Thai Muslim separatists changing tactics - general
Source: Reuters
BANGKOK, May 11 (Reuters) - Separatist militants in Thailand's Muslim-majority far south appear to be changing tactics after criticism by a world Islamic body, army chief General Sonthi Boonyaratglin said on Friday. Attacks appeared to be more concentrated on the security forces than on civilians deemed to be on the government's side since the comments by the head of the Organisation of the Islamic Conference (OIC), he said. "The other side is resorting to a new tactic after their random attacks on both Buddhists and Muslims. After the visit of the OIC chief, who criticised the violence tarnishing their image, they are changing," Sonthi told reporters. Attacks on civilians have continued in the far south -- where more than 2,100 people have been killed in three years of violence -- since OIC Secretary General Ekmeleddin Ihsanoglu spoke in Bangkok last week.

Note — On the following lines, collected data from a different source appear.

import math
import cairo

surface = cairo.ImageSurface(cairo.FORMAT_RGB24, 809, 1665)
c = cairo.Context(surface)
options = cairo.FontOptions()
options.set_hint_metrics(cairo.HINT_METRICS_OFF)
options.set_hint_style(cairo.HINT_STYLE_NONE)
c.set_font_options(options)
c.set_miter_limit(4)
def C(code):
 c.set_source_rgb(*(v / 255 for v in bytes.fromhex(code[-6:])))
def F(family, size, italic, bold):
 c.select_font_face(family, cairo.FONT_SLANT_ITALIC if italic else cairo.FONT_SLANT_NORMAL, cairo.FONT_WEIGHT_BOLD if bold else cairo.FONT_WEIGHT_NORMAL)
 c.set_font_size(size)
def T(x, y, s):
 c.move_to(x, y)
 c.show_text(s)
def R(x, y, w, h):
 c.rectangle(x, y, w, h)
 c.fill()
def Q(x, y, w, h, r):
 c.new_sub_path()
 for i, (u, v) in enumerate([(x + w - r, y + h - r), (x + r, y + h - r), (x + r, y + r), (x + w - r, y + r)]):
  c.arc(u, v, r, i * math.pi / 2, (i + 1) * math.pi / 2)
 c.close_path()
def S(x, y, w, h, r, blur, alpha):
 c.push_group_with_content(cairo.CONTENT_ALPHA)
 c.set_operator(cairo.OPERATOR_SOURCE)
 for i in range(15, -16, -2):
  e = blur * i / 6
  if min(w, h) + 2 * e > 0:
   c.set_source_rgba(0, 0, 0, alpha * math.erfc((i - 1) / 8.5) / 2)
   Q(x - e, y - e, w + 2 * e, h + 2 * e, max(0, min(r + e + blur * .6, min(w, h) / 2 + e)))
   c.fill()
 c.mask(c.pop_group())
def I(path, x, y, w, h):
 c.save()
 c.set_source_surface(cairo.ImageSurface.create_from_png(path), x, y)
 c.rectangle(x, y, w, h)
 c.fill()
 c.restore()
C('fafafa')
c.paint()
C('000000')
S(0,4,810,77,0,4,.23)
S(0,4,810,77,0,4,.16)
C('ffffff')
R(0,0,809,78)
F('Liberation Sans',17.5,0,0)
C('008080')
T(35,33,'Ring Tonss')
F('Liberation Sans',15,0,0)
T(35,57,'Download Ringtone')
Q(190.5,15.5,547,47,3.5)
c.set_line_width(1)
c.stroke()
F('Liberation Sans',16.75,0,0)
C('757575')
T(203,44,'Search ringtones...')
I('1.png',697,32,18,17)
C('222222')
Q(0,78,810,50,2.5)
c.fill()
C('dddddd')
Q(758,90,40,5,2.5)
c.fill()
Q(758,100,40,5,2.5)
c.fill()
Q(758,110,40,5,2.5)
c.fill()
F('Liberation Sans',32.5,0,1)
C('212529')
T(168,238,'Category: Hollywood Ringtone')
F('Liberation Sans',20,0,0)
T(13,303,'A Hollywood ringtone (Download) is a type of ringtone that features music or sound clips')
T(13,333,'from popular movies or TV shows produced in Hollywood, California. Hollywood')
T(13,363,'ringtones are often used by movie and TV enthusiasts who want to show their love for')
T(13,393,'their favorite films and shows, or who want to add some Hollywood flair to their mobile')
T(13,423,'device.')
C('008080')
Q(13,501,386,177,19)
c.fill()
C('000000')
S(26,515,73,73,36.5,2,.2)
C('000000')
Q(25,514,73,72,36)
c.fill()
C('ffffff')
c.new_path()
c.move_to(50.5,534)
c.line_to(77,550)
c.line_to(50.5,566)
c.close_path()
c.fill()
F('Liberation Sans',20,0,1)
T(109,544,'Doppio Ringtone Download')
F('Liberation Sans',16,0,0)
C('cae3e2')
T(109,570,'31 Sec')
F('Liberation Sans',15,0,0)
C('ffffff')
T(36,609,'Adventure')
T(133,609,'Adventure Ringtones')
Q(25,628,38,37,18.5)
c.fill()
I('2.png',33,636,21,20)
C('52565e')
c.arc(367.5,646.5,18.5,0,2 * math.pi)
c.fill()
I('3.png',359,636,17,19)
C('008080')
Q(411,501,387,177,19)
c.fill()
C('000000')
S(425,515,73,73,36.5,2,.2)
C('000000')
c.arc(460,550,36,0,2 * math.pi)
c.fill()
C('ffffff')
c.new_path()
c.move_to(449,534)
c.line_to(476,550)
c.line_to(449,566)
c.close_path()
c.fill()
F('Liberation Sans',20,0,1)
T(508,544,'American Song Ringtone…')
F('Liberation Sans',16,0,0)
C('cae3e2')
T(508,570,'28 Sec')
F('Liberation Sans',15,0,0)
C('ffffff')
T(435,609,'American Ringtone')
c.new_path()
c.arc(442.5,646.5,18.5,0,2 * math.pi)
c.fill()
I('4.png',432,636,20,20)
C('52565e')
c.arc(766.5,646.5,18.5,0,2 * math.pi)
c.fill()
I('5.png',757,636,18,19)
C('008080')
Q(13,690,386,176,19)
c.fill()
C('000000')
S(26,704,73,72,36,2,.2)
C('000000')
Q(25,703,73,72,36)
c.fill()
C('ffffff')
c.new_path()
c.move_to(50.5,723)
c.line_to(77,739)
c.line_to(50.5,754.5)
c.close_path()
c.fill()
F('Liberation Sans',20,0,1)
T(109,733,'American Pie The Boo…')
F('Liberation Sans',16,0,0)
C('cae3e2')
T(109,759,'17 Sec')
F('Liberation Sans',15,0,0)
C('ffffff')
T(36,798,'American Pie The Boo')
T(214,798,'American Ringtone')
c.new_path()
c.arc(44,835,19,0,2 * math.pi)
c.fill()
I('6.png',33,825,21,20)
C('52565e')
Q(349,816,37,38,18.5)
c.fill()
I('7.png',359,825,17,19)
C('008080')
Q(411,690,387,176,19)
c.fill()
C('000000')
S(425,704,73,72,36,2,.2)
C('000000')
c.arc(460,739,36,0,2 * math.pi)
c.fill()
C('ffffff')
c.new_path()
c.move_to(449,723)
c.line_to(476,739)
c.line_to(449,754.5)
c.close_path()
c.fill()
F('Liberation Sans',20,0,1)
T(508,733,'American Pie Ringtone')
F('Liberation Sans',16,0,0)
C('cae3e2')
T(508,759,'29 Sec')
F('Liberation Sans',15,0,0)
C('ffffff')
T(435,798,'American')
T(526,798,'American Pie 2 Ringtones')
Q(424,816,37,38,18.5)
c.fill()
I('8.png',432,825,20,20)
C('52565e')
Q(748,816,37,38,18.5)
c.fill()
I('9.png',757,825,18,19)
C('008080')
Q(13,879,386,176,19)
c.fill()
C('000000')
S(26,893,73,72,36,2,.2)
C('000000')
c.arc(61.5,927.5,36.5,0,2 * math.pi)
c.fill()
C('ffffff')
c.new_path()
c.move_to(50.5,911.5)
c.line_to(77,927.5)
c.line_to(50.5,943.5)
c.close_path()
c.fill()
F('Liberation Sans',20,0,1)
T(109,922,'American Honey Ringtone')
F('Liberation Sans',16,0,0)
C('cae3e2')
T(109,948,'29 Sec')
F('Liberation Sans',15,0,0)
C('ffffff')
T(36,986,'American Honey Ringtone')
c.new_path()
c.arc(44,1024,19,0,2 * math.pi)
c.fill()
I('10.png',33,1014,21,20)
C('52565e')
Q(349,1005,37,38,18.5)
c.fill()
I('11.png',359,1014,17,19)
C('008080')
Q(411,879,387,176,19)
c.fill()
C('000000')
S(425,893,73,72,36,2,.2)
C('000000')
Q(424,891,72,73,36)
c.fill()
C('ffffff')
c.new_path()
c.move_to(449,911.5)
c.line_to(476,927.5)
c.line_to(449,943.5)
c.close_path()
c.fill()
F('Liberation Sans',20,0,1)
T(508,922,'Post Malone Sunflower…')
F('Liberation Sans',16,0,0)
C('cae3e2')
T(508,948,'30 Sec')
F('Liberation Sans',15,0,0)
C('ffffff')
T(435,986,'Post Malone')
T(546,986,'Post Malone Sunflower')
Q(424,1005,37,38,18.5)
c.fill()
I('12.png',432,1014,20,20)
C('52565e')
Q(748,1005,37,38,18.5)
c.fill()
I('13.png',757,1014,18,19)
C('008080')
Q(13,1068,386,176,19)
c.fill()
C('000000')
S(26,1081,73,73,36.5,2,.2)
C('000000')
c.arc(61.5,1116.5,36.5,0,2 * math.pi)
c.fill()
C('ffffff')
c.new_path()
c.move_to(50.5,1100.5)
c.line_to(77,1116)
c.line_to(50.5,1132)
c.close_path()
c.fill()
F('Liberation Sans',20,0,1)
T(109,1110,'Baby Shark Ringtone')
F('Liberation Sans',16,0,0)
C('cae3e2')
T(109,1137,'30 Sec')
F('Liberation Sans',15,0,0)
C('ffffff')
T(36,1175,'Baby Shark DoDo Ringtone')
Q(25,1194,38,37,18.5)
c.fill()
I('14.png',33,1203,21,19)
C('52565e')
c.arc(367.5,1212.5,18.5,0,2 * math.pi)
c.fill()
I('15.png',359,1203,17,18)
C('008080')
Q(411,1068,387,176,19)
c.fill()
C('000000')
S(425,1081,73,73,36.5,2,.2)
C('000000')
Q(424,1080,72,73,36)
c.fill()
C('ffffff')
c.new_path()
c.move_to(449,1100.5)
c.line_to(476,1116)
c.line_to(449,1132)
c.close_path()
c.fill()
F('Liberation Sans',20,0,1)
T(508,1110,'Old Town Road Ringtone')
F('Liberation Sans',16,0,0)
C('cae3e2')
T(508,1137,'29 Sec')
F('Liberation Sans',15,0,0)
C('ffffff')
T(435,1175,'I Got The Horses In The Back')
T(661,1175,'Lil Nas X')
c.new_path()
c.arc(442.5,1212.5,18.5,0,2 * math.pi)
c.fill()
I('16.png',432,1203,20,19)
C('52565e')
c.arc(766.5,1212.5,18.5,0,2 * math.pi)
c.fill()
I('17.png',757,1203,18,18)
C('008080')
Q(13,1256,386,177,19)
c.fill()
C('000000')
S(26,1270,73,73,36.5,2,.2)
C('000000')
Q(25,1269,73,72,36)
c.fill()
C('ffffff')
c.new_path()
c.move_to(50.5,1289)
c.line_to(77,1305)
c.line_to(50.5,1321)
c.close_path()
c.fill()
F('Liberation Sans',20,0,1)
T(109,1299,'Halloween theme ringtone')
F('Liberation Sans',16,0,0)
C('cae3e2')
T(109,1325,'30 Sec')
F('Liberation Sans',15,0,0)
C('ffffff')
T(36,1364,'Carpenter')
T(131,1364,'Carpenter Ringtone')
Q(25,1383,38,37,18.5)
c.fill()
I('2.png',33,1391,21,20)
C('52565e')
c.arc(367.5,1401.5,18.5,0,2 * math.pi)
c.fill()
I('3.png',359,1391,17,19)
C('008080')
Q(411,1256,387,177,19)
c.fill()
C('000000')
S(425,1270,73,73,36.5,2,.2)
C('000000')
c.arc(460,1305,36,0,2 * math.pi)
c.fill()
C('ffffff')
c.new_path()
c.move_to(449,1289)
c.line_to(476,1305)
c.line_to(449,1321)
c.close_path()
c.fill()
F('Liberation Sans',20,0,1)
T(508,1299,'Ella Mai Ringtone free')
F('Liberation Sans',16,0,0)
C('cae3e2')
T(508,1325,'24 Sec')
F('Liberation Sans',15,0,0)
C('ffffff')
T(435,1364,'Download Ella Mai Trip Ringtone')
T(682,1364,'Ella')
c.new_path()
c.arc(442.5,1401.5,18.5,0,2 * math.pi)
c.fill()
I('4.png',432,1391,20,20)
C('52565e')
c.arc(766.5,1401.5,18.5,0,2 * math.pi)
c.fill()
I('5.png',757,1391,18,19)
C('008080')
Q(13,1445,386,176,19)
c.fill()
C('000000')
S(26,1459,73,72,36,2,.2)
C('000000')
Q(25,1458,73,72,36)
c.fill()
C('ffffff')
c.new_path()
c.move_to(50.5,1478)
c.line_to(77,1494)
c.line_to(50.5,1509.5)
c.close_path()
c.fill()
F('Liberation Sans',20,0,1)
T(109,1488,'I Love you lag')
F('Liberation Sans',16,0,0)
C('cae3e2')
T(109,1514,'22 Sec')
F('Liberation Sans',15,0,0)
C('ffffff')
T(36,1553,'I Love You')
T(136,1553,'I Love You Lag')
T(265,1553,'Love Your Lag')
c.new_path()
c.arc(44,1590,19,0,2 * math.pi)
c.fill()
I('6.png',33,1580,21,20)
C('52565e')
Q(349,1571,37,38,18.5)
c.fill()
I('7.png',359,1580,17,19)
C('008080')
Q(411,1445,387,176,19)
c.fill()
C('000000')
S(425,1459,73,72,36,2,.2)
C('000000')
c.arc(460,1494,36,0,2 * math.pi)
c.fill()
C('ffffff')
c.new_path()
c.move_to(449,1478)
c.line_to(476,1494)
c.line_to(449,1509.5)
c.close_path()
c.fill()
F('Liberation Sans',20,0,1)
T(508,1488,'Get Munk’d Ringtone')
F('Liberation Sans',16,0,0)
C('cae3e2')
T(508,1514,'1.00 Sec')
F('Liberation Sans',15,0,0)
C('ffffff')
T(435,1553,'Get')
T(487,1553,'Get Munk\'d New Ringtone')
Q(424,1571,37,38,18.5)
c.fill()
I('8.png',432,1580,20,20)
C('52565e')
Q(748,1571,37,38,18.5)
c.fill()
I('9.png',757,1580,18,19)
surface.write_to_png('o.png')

But twice in three days, militants have shocked largely Buddhist Thailand with bloody attacks on soldiers. On Wednesday, seven soldiers in a pick-up truck were killed by a roadside bomb, one of the deadliest attacks in the latest separatist war in a largely Malay-speaking region that was an independent sultanate until annexed by Thailand a century ago. On Friday, two policemen were killed at a checkpoint of sandbags and barbed wire by about six militants, police said. The militants, armed with assault rifles and shotguns, arrived at the checkpoint in a pick-up truck, sprayed the policemen with bullets, doused their bodies with gasoline and set them on fire, police said.